■ WORK REQUIRED
Please set down the data word for word; images do not go in the copy.

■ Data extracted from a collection
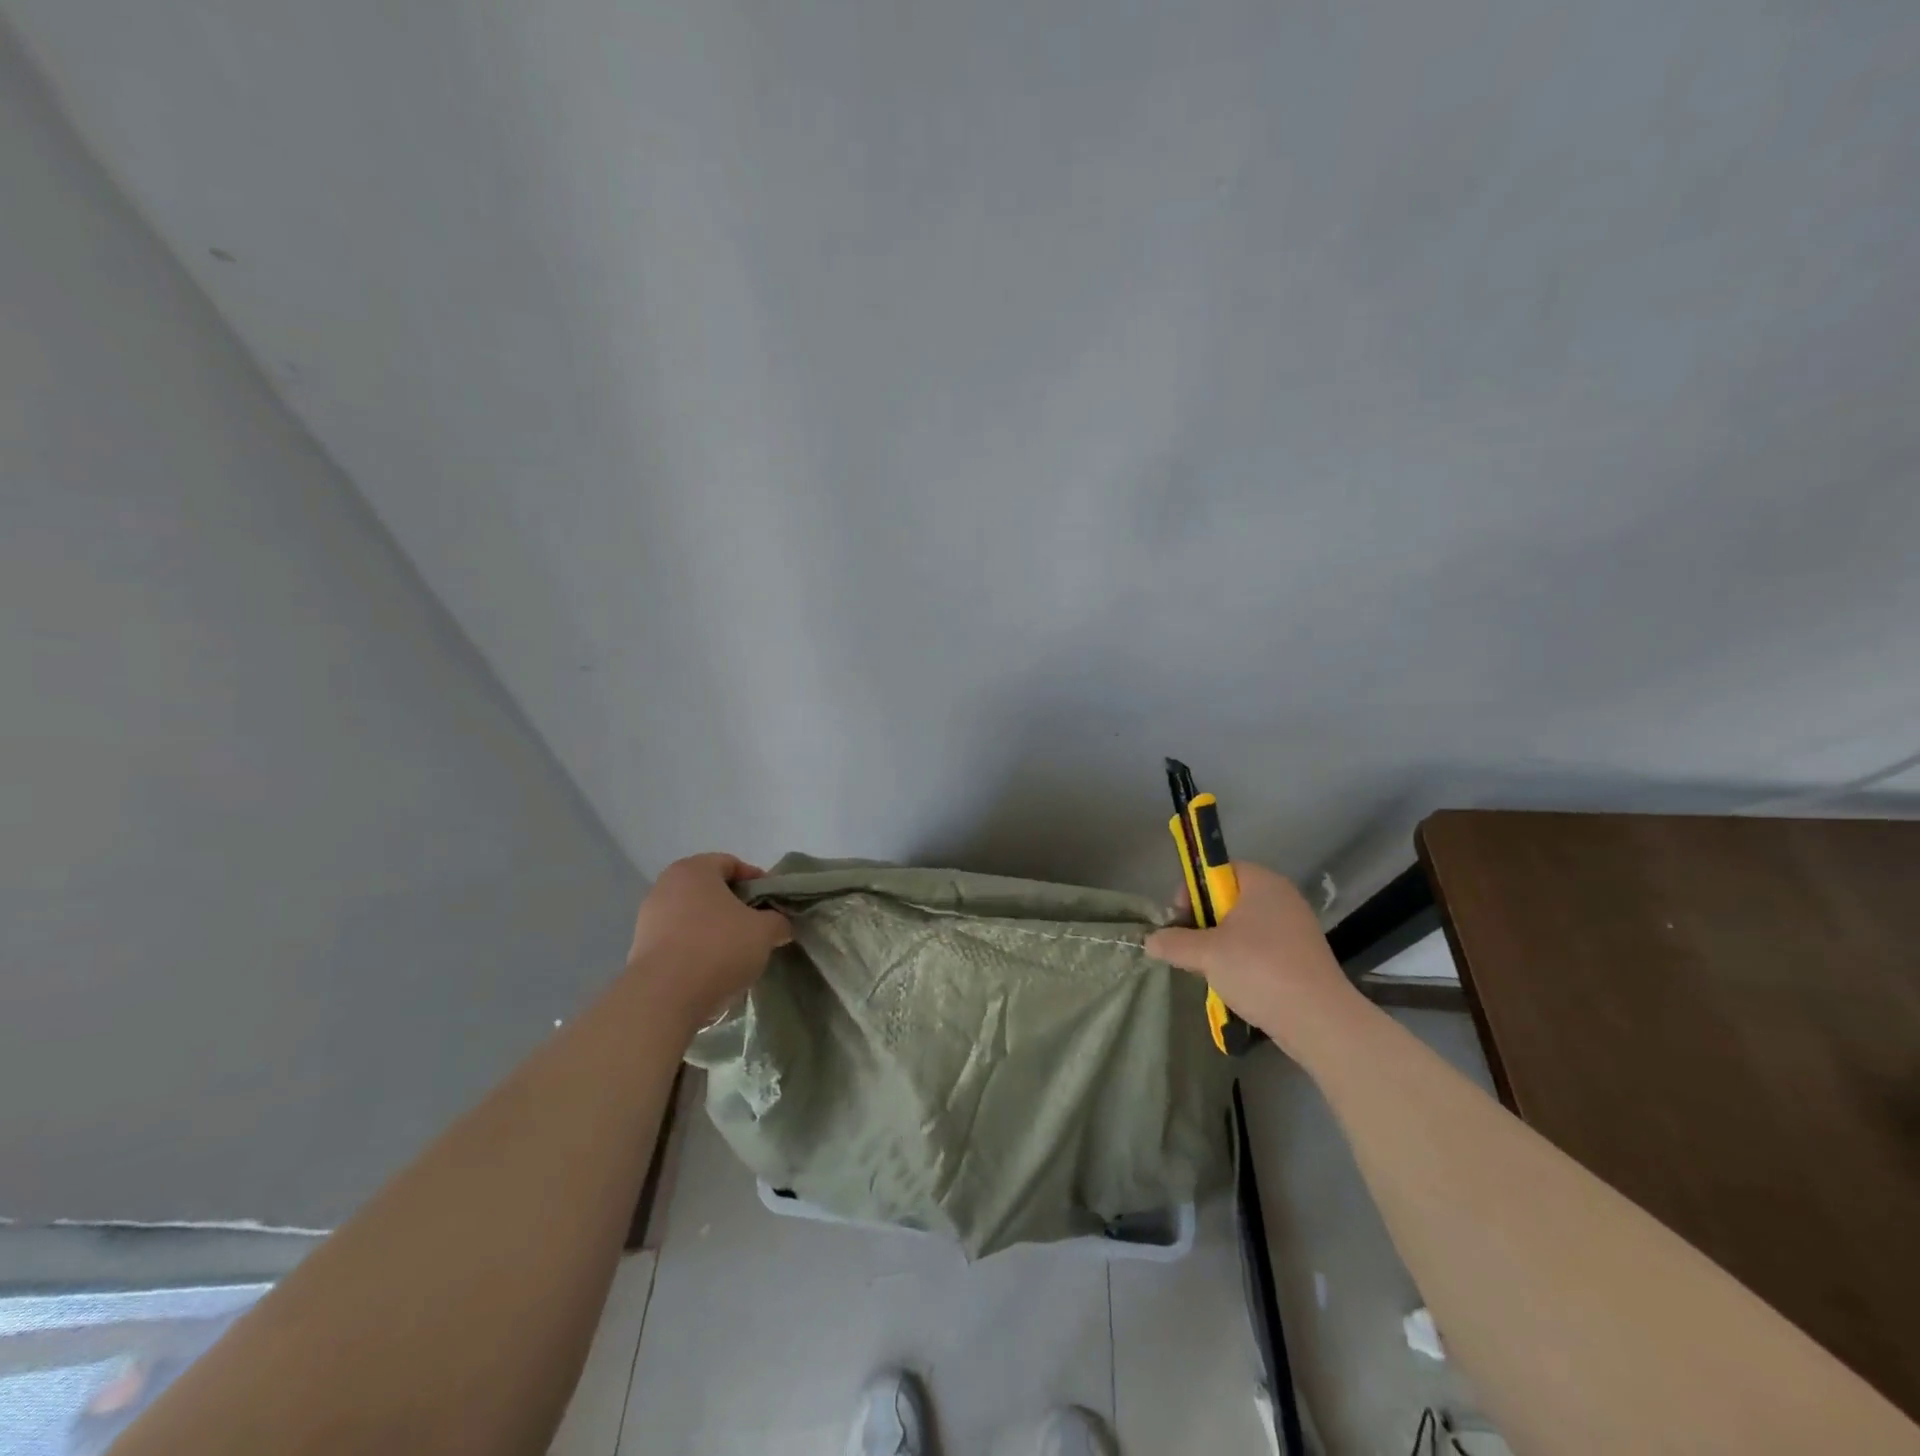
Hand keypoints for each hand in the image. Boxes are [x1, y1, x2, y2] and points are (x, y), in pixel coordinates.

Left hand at [625, 854, 791, 1028]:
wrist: (664, 997)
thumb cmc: (718, 948)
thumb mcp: (764, 931)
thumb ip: (778, 921)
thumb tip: (779, 926)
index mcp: (694, 870)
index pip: (731, 863)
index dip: (756, 880)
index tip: (772, 902)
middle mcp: (666, 886)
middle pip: (709, 890)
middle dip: (735, 906)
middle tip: (757, 925)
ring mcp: (648, 918)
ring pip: (692, 916)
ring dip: (715, 929)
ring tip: (736, 952)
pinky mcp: (640, 949)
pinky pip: (678, 941)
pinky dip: (696, 949)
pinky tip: (712, 970)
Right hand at [1145, 862, 1356, 1055]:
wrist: (1319, 1021)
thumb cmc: (1259, 970)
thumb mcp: (1206, 954)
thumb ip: (1173, 942)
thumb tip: (1149, 941)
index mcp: (1262, 883)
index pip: (1217, 870)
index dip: (1192, 890)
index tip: (1179, 918)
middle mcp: (1282, 898)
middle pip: (1229, 899)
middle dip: (1204, 922)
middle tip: (1189, 947)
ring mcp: (1296, 929)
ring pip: (1244, 927)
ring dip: (1221, 945)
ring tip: (1209, 970)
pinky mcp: (1302, 958)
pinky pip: (1262, 949)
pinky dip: (1243, 962)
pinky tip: (1234, 984)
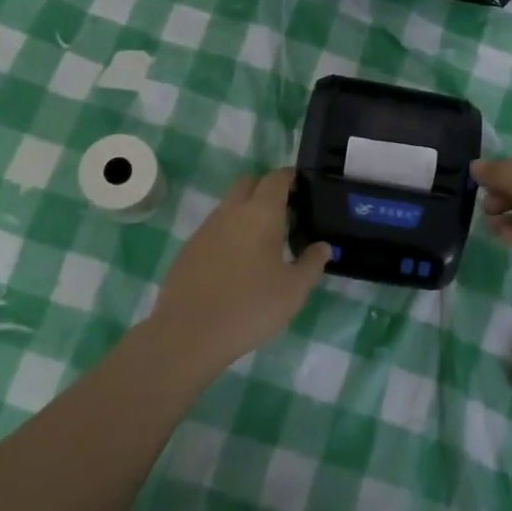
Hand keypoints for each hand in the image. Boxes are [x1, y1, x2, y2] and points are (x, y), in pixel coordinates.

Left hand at [150, 169, 331, 371]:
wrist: (189, 333)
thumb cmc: (251, 306)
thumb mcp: (294, 290)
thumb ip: (312, 263)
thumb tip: (323, 246)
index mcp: (260, 214)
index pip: (276, 179)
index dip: (290, 177)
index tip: (302, 186)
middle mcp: (230, 212)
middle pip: (248, 183)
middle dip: (266, 188)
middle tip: (285, 211)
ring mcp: (205, 230)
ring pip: (229, 206)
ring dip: (246, 212)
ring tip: (263, 241)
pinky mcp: (188, 250)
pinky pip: (214, 230)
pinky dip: (228, 234)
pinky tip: (236, 263)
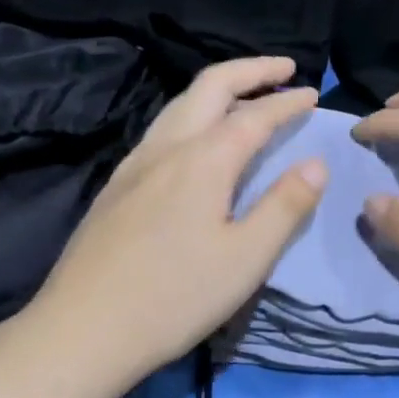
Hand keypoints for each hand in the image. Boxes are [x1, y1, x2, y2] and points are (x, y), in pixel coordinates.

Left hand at [20, 56, 326, 380]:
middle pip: (211, 86)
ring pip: (181, 102)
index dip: (287, 101)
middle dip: (250, 70)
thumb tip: (315, 163)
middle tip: (283, 68)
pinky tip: (197, 137)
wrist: (82, 329)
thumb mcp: (246, 258)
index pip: (255, 115)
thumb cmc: (173, 297)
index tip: (312, 93)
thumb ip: (285, 206)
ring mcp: (136, 163)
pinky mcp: (117, 184)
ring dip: (219, 87)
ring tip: (246, 94)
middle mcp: (168, 147)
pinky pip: (163, 127)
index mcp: (204, 160)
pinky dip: (193, 111)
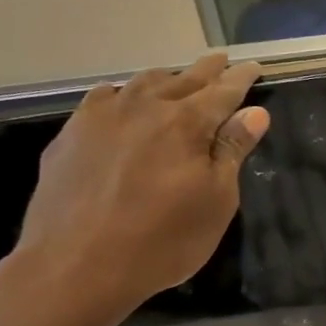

■ RESULT BELOW
Hand keypoints for each hand in the image. Boxes are [x1, y1, x2, y2] and points are (x, y), in pixel coordinates.

Left hand at [625, 854, 791, 1028]:
wrist: (664, 997)
thumb cmc: (718, 948)
thumb mcp: (764, 931)
thumb ip: (778, 921)
thumb tip: (779, 926)
index mcp: (694, 870)
index pip: (731, 863)
index dip: (756, 880)
index tip: (772, 902)
middle mcp: (666, 886)
middle pip: (709, 890)
middle dip: (735, 906)
middle tip: (757, 925)
ring mcp: (648, 918)
ring pip: (692, 916)
ring dip: (715, 929)
ring tip: (736, 952)
pinky mcp: (640, 949)
pinky pip: (678, 941)
pinky dip: (696, 949)
pinky tip: (712, 970)
Right hand at [1145, 862, 1356, 1055]:
wrist: (1319, 1021)
thumb cmc: (1259, 970)
thumb mcp: (1206, 954)
thumb ip: (1173, 942)
thumb tip: (1149, 941)
index mcp: (1262, 883)
index pip: (1217, 870)
index dip: (1192, 890)
index tip: (1179, 918)
middle mcp: (1282, 898)
middle pip: (1229, 899)
middle dip: (1204, 922)
middle tip: (1189, 947)
ring mcp: (1296, 929)
ring pip: (1244, 927)
ring dip: (1221, 945)
ring tip: (1209, 970)
pinky mcp: (1302, 958)
pinky pip: (1262, 949)
pinky dip: (1243, 962)
pinky tip: (1234, 984)
Hand keypoints for each hand in the image. Boxes are [x1, y1, x2, y2] and points are (x, y), in pixel coordinates.

Left hand at [150, 169, 331, 371]:
wrist: (189, 333)
thumb cmc: (251, 306)
thumb mcp: (294, 290)
thumb ip: (312, 263)
thumb tip: (323, 246)
index mcp: (260, 214)
index pip: (276, 179)
index dip: (290, 177)
index tip: (302, 186)
middle mcp: (230, 212)
middle pip: (248, 183)
middle dip: (266, 188)
middle tip: (285, 211)
ring mcp: (205, 230)
ring pip: (229, 206)
ring dip: (246, 212)
ring tip: (263, 241)
pinky mcp: (188, 250)
pinky pip: (214, 230)
pinky dip: (228, 234)
pinky tip: (236, 263)
Hand keypoints for each hand in the image. Boxes are [x1, y1, x2, y2] and points are (x, y), in pixel coordinates.

Left hand at [20, 56, 326, 380]:
middle pip: (211, 86)
ring pip: (181, 102)
index dip: (287, 101)
middle dip: (250, 70)
thumb tip: (315, 163)
middle tip: (283, 68)
pinky tip: (197, 137)
wrist: (82, 329)
thumb mcp: (246, 258)
index pip: (255, 115)
thumb cmc: (173, 297)
index tip: (312, 93)
thumb ip: (285, 206)
ring mcp: (136, 163)
pinky mcp: (117, 184)
ring dip: (219, 87)
ring tip: (246, 94)
middle mcp: (168, 147)
pinky pip: (163, 127)
index mcp: (204, 160)
pinky dip: (193, 111)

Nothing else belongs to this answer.